TASK DESCRIPTION
All lines in the data below carrying the string "Crescent" are to be located and copied.

Collected data
╔══

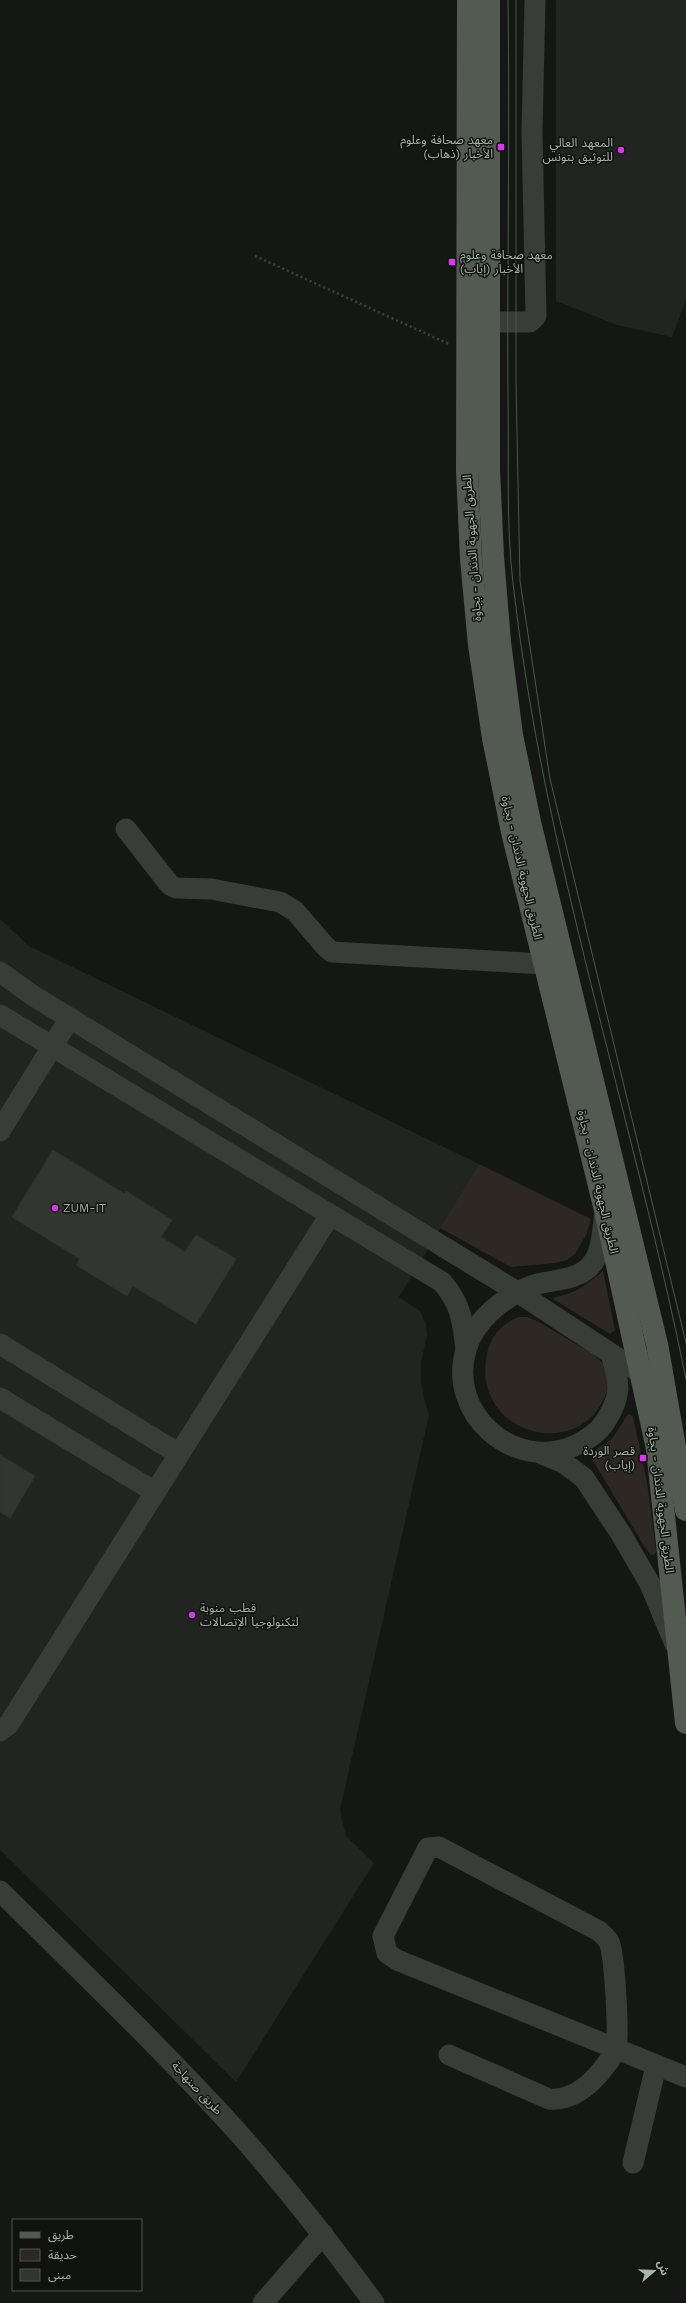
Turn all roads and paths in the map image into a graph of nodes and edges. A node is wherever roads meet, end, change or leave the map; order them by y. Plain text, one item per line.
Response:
1 (468, 0) edge
2 (489, 0) edge
3 (535, 0) edge
4 (255, 256) dead end
5 (466, 296) junction
6 (490, 298) junction
7 (490, 322) junction
8 (467, 352) junction
9 (126, 829) dead end
10 (545, 964) junction
11 (0, 972) edge
12 (0, 1015) edge
13 (70, 1018) junction
14 (52, 1046) junction
15 (0, 1131) edge
16 (605, 1210) junction
17 (330, 1216) junction
18 (519, 1292) junction
19 (0, 1344) edge
20 (657, 1344) junction
21 (466, 1349) junction
22 (611, 1354) junction
23 (642, 1374) junction
24 (0, 1398) edge
25 (616, 1404) junction
26 (671, 1414) junction
27 (539, 1453) junction
28 (180, 1454) junction
29 (155, 1492) junction
30 (686, 1510) edge
31 (677, 1545) edge
32 (677, 1648) junction
33 (686, 1723) edge
34 (0, 1731) edge
35 (0, 1891) edge
36 (616, 2050) junction
37 (449, 2055) dead end
38 (656, 2066) junction
39 (686, 2077) edge
40 (633, 2163) dead end
41 (323, 2234) junction
42 (263, 2303) edge
43 (374, 2303) edge

1 - 5 main road, الطريق الجهوية الدندان - بجاوة
2 - 6 main road, الطريق الجهوية الدندان - بجاوة
3 - 7 street
4 - 8 path
5 - 6 main road
5 - 8 main road, الطريق الجهوية الدندان - بجاوة
6 - 7 main road, الطريق الجهوية الدندان - بجاوة
7 - 20 main road, الطريق الجهوية الدندان - بجاوة
8 - 10 main road, الطريق الجهوية الدندان - بجاوة
9 - 10 street
10 - 16 main road, الطريق الجهوية الدندان - بجاوة
11 - 13 street
12 - 14 street
13 - 14 street
13 - 18 street
14 - 15 street
14 - 17 street
16 - 18 street
16 - 23 main road, الطريق الجهوية الدندان - بجاوة
17 - 21 street
17 - 28 street
18 - 21 street
18 - 22 street
19 - 28 street
20 - 23 street
20 - 26 main road, الطريق الجهوية الدندان - بجاوة
21 - 27 street
22 - 23 street
22 - 25 street
23 - 25 street
23 - 26 street
23 - 31 main road, الطريق الجهوية الدندان - بجاوة
24 - 29 street
25 - 27 street
26 - 30 main road, الطريق الجهوية الدندان - بجاوة
27 - 32 street
28 - 29 street
29 - 34 street
31 - 32 main road, الطريق الجهوية الدندان - بجاوة
32 - 33 main road, الطريق الجهوية الدندان - بجاوة
35 - 41 street, طريق صنهاجة
36 - 36 street
36 - 37 street
36 - 38 street
38 - 39 street
38 - 40 street
41 - 42 street
41 - 43 street, طريق صنهاجة

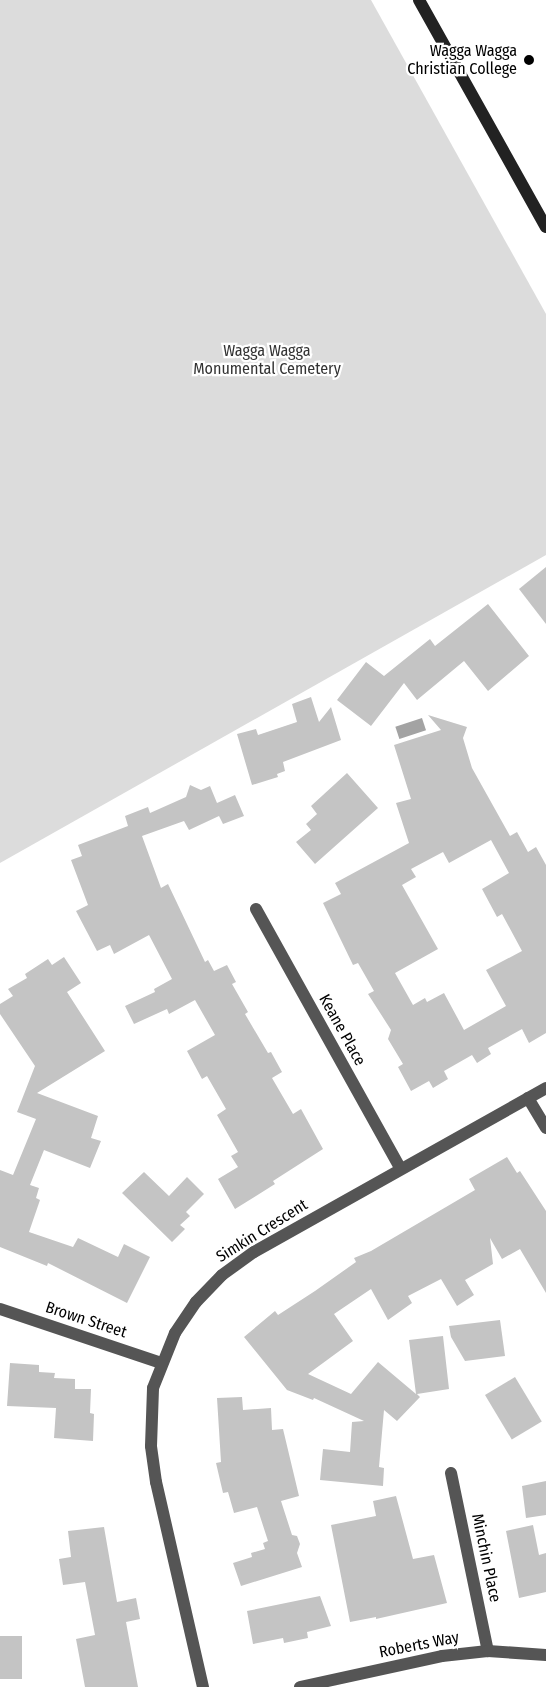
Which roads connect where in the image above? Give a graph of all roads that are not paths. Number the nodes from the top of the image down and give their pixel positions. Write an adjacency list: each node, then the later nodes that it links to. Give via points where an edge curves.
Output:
1 (419, 0): 2 (main road)
2 (546, 227)
3 (256, 909): 7 (street, Keane Place)
4 (546, 1088): 5 (street, Simkin Crescent)
5 (528, 1098): 6 (street); 7 (street, Simkin Crescent)
6 (546, 1128)
7 (400, 1168): 9 (street, Simkin Crescent, via 254,1251 222,1275 196,1302)
8 (0, 1310): 9 (street, Brown Street)
9 (161, 1363): 13 (street, Simkin Crescent, via 153,1388 151,1446)
10 (452, 1473): 11 (street, Minchin Place)
11 (488, 1650): 12 (street, Roberts Way); 14 (street, Roberts Way)
12 (546, 1655)
13 (203, 1687)
14 (300, 1687)

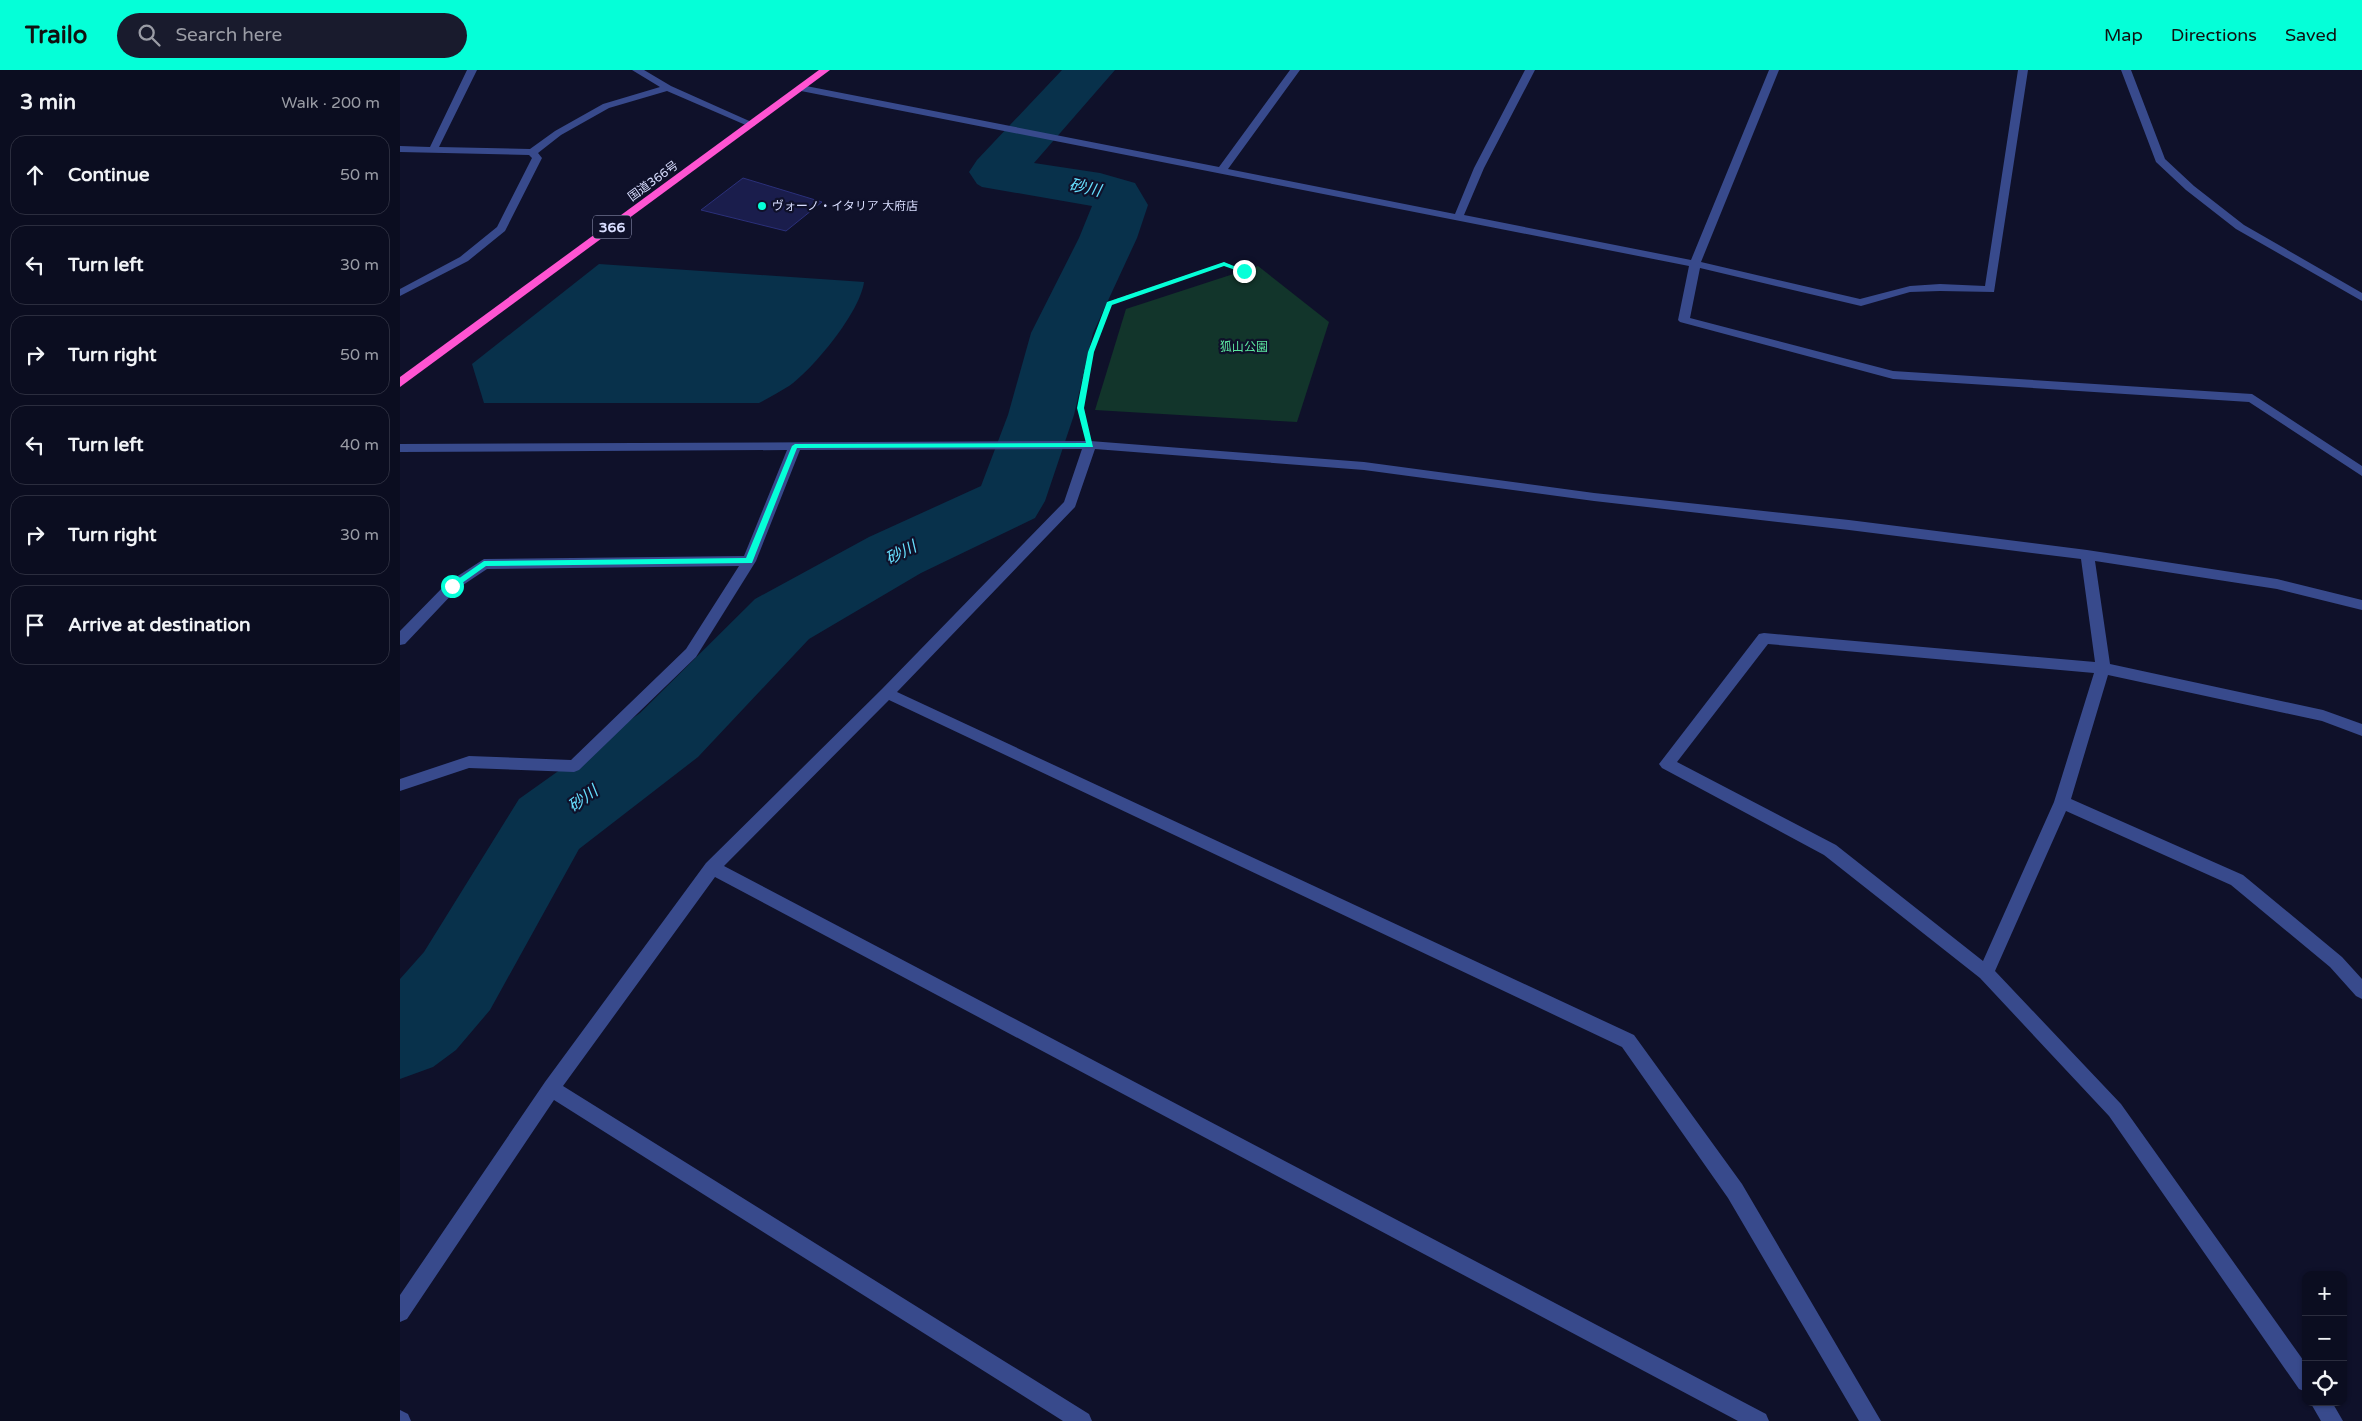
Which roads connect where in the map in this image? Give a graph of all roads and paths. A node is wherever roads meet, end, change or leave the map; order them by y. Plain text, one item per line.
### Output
1 (472, 70) edge
2 (637, 70) edge
3 (825, 70) edge
4 (1295, 70) edge
5 (1530, 70) edge
6 (1774, 70) edge
7 (2023, 70) edge
8 (2126, 70) edge
9 (668, 88) junction
10 (800, 88) junction
11 (751, 124) junction
12 (400, 149) edge
13 (434, 150) junction
14 (532, 152) junction
15 (1221, 171) junction
16 (1458, 218) junction
17 (1695, 264) junction
18 (1244, 271) dead end
19 (400, 293) edge
20 (2362, 298) edge
21 (400, 383) edge
22 (1090, 445) junction
23 (795, 446) junction
24 (400, 448) edge
25 (2362, 472) edge
26 (2087, 555) junction
27 (749, 561) junction
28 (2362, 605) edge
29 (400, 640) edge
30 (2102, 668) junction
31 (887, 693) junction
32 (2362, 730) edge
33 (400, 785) edge
34 (2062, 802) junction
35 (712, 868) junction
36 (1986, 973) junction
37 (2362, 991) edge
38 (551, 1088) junction
39 (400, 1312) edge
40 (2302, 1376) edge
41 (2323, 1406) edge
42 (1868, 1419) edge
43 (1082, 1421) edge
44 (1759, 1421) edge
45 (2333, 1421) edge

1 - 13 street
2 - 9 street
3 - 10 highway, 国道366号 / 366
4 - 15 street
5 - 16 street
6 - 17 street
7 - 17 street
8 - 20 street
9 - 11 street
9 - 14 street
10 - 11 highway, 国道366号 / 366
10 - 15 street
11 - 21 highway, 国道366号 / 366
12 - 13 street
13 - 14 street
14 - 19 street
15 - 16 street
16 - 17 street
17 - 25 street
18 - 22 path
22 - 23 street
22 - 26 street
22 - 31 street
23 - 24 street
23 - 27 street
26 - 28 street
26 - 30 street
27 - 29 street
27 - 33 street
30 - 32 street
30 - 34 street
30 - 36 street
31 - 35 street
31 - 42 street
34 - 36 street
34 - 37 street
35 - 38 street
35 - 44 street
36 - 40 street
38 - 39 street
38 - 43 street
41 - 45 street

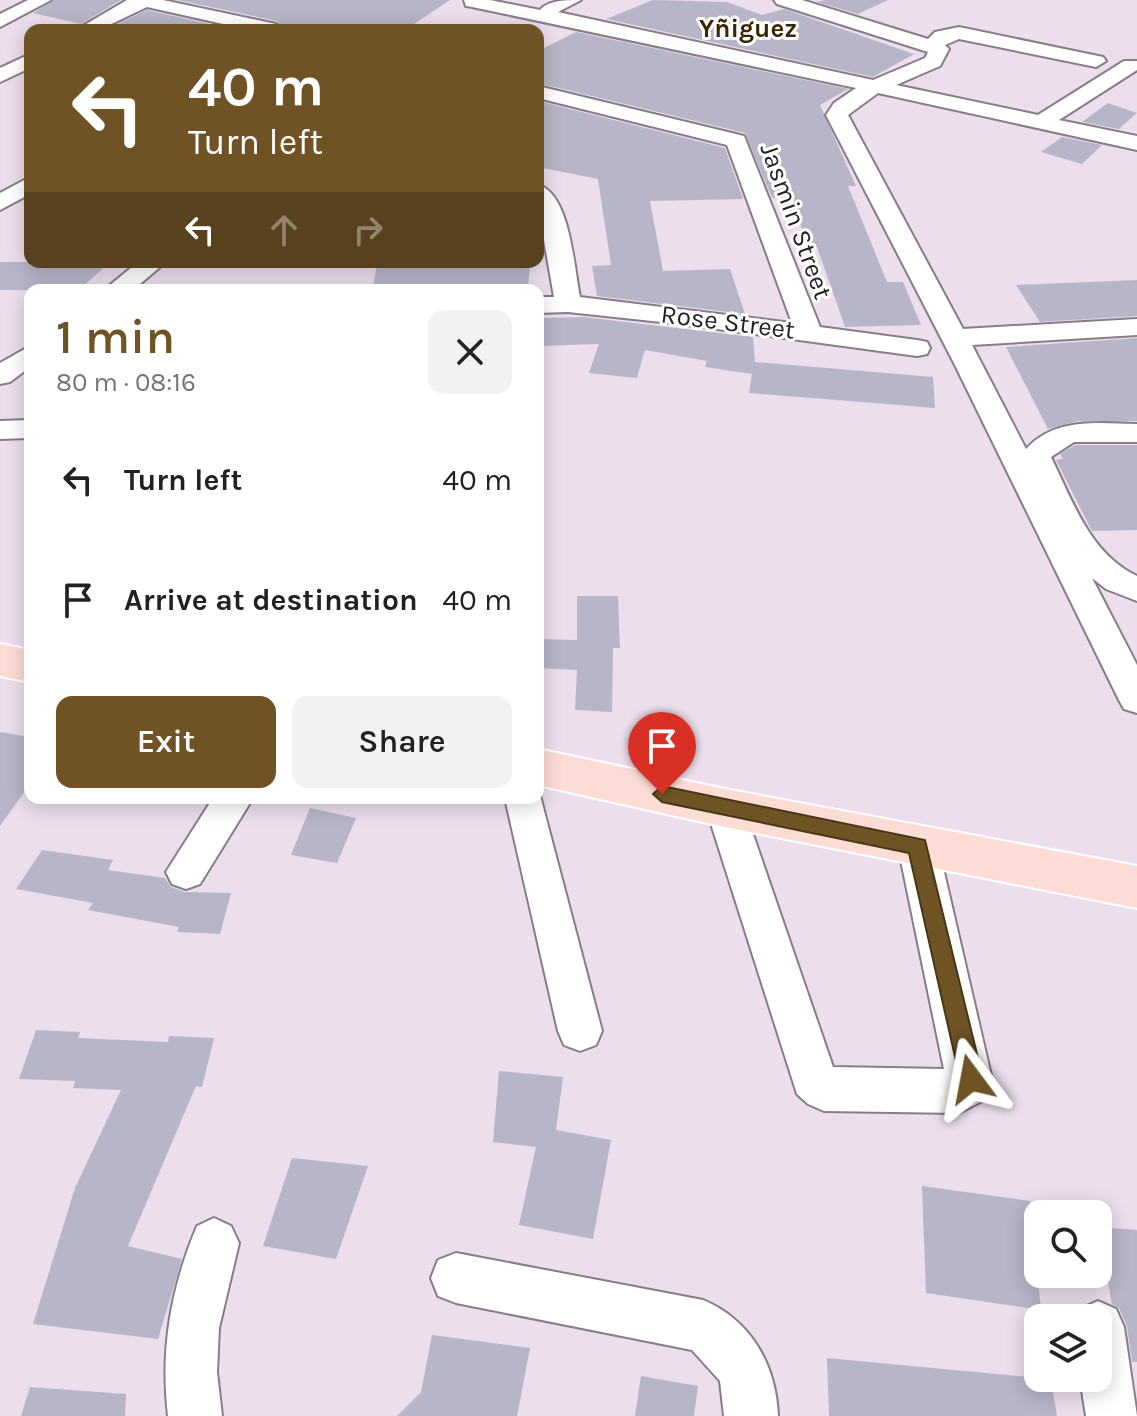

╚══

SOLVED EXERCISE
4 (546, 1088): 5 (street, Simkin Crescent)
5 (528, 1098): 6 (street); 7 (street, Simkin Crescent)
7 (400, 1168): 9 (street, Simkin Crescent, via 254,1251 222,1275 196,1302)
9 (161, 1363): 13 (street, Simkin Crescent, via 153,1388 151,1446)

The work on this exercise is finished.